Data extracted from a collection
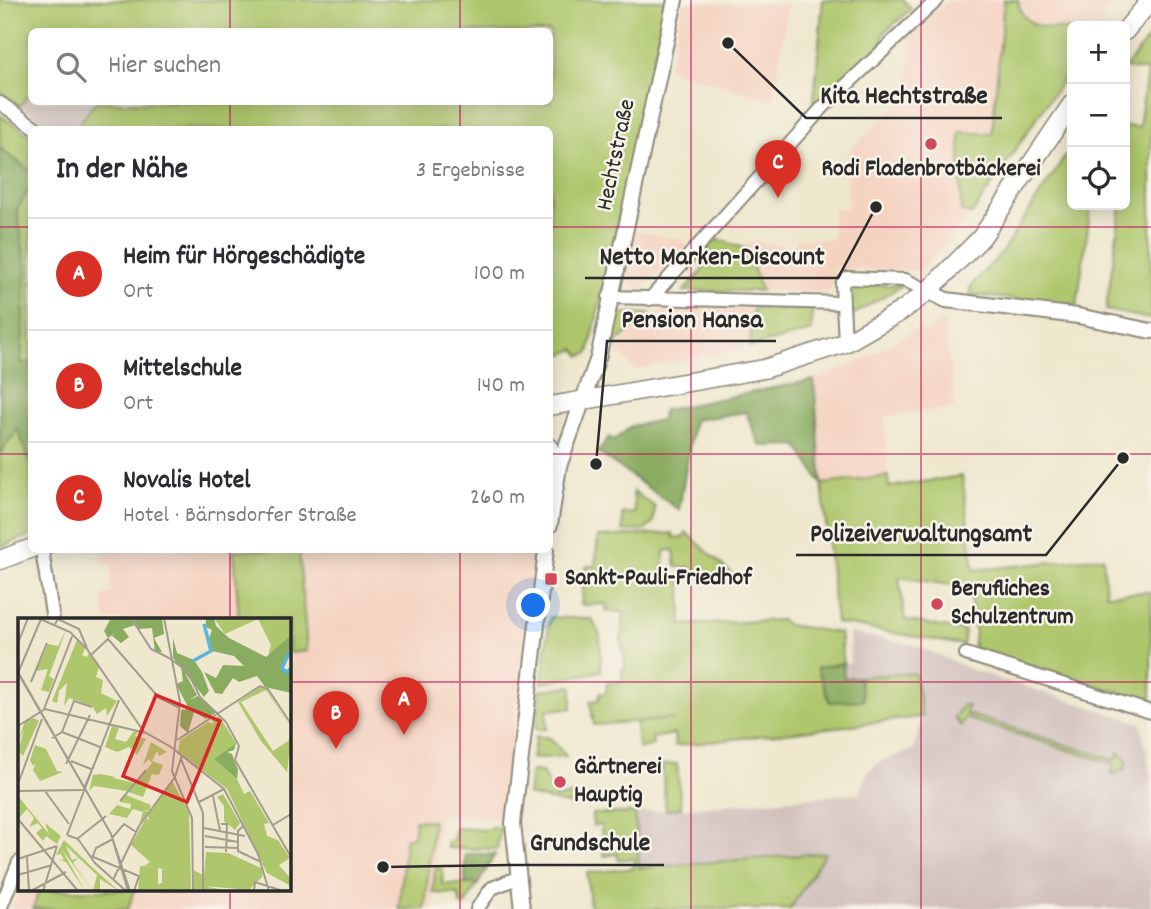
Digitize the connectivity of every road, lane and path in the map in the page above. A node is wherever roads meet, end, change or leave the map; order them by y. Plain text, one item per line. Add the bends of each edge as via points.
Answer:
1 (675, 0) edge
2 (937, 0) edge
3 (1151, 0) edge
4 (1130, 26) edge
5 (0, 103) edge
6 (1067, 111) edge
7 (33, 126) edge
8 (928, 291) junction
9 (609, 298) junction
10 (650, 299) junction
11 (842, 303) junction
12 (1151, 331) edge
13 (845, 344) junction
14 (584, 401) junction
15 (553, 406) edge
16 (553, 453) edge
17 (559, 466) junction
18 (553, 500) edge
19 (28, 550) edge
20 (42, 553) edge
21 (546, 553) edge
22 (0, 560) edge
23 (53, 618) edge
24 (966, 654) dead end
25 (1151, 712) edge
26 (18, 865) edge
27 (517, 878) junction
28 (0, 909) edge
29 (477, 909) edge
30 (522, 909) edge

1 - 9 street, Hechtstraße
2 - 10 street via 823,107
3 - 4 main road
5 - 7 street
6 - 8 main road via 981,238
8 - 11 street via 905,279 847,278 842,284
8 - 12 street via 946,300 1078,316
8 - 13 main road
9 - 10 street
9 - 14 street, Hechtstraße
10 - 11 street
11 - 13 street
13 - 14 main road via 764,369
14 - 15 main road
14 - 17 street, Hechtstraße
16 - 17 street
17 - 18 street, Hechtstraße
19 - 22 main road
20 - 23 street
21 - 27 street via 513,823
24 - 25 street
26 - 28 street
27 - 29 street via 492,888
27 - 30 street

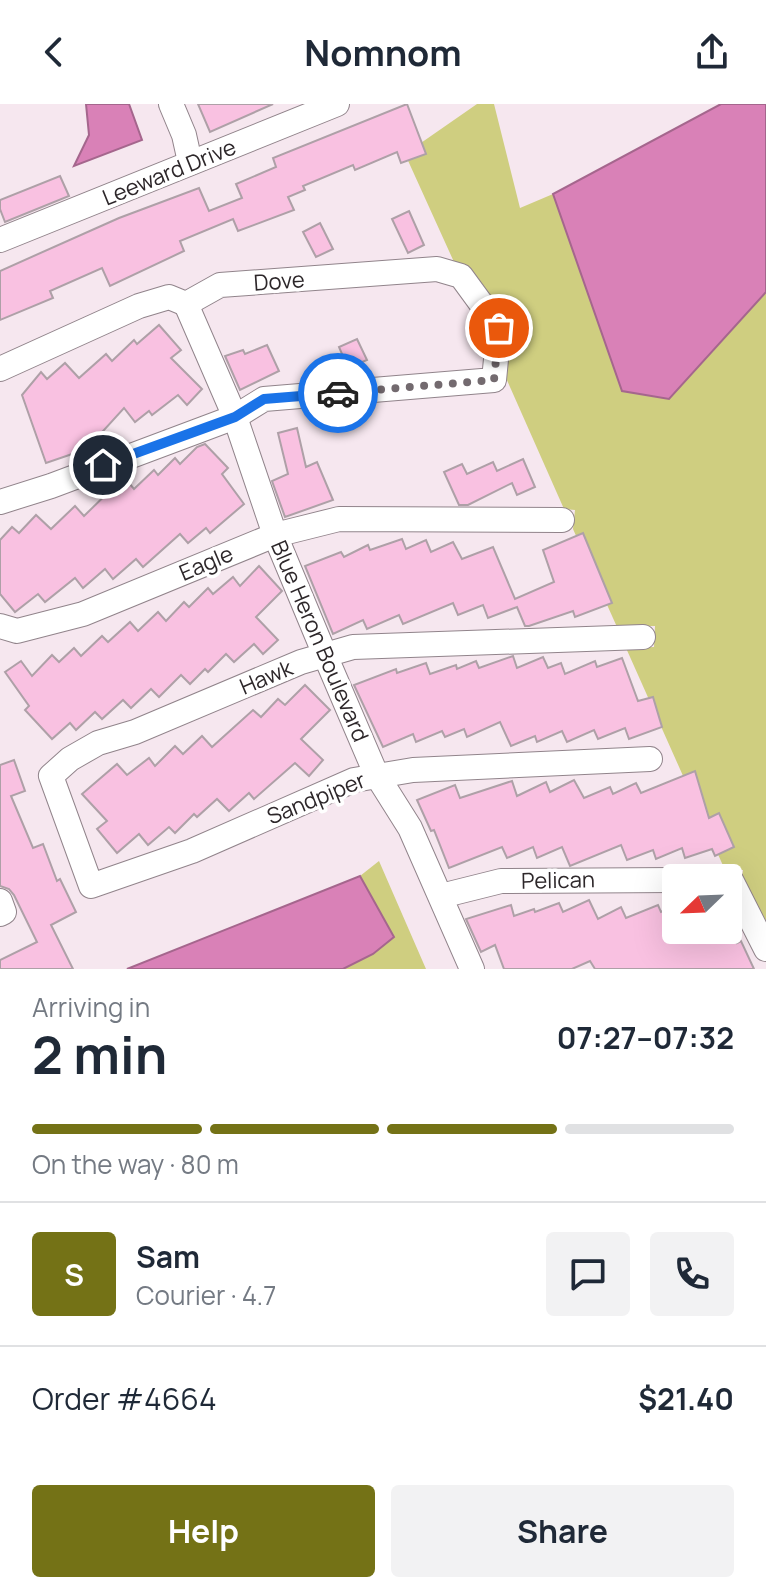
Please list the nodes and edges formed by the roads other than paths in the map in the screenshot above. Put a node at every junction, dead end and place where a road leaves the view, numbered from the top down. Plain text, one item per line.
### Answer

TASK BRIEF
The records above are to be copied exactly, with no pictures carried over.

TASK RESULT
Digitize the connectivity of every road, lane and path in the map in the page above. A node is wherever roads meet, end, change or leave the map; order them by y. Plain text, one item per line. Add the bends of each edge as via points.
Answer:
1 (675, 0) edge
2 (937, 0) edge
3 (1151, 0) edge
4 (1130, 26) edge
5 (0, 103) edge
6 (1067, 111) edge
7 (33, 126) edge
8 (928, 291) junction
9 (609, 298) junction
10 (650, 299) junction
11 (842, 303) junction
12 (1151, 331) edge
13 (845, 344) junction
14 (584, 401) junction
15 (553, 406) edge
16 (553, 453) edge
17 (559, 466) junction
18 (553, 500) edge
19 (28, 550) edge
20 (42, 553) edge
21 (546, 553) edge
22 (0, 560) edge
23 (53, 618) edge
24 (966, 654) dead end
25 (1151, 712) edge
26 (18, 865) edge
27 (517, 878) junction
28 (0, 909) edge
29 (477, 909) edge
30 (522, 909) edge

1 - 9 street, Hechtstraße
2 - 10 street via 823,107
3 - 4 main road
5 - 7 street
6 - 8 main road via 981,238
8 - 11 street via 905,279 847,278 842,284
8 - 12 street via 946,300 1078,316
8 - 13 main road
9 - 10 street
9 - 14 street, Hechtstraße
10 - 11 street
11 - 13 street
13 - 14 main road via 764,369
14 - 15 main road
14 - 17 street, Hechtstraße
16 - 17 street
17 - 18 street, Hechtstraße
19 - 22 main road
20 - 23 street
21 - 27 street via 513,823
24 - 25 street
26 - 28 street
27 - 29 street via 492,888
27 - 30 street

Please list the nodes and edges formed by the roads other than paths in the map in the screenshot above. Put a node at every junction, dead end and place where a road leaves the view, numbered from the top down. Plain text, one item per line.
### Answer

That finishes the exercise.